Вооружившись кистями и шпателями, он стал писать, как красят стену, – уткнувшись носом в холст, работая вблизи, чтобы было видно издалека, проводя длинные полосы широкими кистями, накладывая краску густым слоем, создавая шероховатую поверхность, которая на расстоянии обернется блеском медной чаши, прозрачностью кубка, отблесками шелка.

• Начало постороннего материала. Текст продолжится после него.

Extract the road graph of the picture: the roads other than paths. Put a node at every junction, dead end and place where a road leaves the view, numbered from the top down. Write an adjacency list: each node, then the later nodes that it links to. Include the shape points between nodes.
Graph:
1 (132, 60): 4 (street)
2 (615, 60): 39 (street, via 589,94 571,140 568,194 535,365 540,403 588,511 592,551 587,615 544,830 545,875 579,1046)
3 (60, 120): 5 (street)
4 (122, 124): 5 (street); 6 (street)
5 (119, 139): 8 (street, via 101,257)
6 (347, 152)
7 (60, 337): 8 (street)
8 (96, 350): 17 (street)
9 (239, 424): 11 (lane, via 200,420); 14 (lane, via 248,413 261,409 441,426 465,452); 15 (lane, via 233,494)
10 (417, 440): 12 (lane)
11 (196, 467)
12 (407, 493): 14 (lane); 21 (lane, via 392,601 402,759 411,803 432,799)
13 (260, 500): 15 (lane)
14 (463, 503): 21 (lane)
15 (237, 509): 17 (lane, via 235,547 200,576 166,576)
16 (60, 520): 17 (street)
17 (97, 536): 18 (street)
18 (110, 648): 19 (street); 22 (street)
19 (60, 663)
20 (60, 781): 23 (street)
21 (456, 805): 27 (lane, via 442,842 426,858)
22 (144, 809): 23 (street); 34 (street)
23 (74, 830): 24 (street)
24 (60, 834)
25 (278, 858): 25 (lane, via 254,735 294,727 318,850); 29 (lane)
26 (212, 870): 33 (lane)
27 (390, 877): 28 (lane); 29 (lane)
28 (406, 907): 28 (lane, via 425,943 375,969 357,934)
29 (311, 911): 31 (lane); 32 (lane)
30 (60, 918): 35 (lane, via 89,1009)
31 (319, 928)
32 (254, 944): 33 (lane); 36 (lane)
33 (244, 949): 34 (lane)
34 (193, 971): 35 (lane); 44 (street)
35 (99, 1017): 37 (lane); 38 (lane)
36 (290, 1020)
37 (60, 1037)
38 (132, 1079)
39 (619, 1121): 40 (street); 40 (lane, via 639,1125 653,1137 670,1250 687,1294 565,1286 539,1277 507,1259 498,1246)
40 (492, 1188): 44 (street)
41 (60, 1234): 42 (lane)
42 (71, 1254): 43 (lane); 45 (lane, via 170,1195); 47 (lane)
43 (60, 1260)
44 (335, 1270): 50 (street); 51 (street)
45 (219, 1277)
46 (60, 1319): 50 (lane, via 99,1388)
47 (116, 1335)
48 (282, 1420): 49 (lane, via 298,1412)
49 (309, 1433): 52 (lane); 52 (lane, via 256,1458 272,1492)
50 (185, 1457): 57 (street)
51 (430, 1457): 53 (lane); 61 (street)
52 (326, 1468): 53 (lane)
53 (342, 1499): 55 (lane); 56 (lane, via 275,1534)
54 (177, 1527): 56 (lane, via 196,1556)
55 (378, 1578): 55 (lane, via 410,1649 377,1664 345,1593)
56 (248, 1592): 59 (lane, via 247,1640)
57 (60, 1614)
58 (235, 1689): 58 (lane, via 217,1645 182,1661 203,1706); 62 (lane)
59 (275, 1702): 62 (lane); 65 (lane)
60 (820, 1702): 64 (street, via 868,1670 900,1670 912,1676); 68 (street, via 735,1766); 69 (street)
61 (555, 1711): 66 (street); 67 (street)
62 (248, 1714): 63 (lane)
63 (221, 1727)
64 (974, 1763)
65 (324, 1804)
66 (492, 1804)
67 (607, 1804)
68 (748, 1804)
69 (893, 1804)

В композиции он опирался на целую структуру из шпаг, мечей, сабель – всевозможных острых предметов, скрещивающихся в конце стола, а клятва, принесенная на стали, объединила также

и безоружных. Таким образом скатерть, покрывающая стол, превращается в поток сияющего металла, освещающего и объединяющего персонажей. Вот вам идея: оружие в три метра длиной, проводящее черту между заговорщиками, озаряющее дрожащим светом лица одних и выхватывающее из тени других. Вокруг – колыхание жестов и лиц, высвеченных мятущимся пламенем. Произведение построено на твердости клинков и дрожи света, четкой геометрии и подрагивании пламени. Эти два элемента сочетаются, сообщая единство группе человеческих тел, обращенных к массивной фигуре бородача в огромной многоярусной тиаре, одетого в золото и шелк, к одноглазому, неколебимому монолиту, поднимающему правой рукой свой меч, на котором со звоном скрестятся сабли и которого коснутся две руки – священника и женщины. К этому одноглазому вождю приковано внимание присутствующих за столом.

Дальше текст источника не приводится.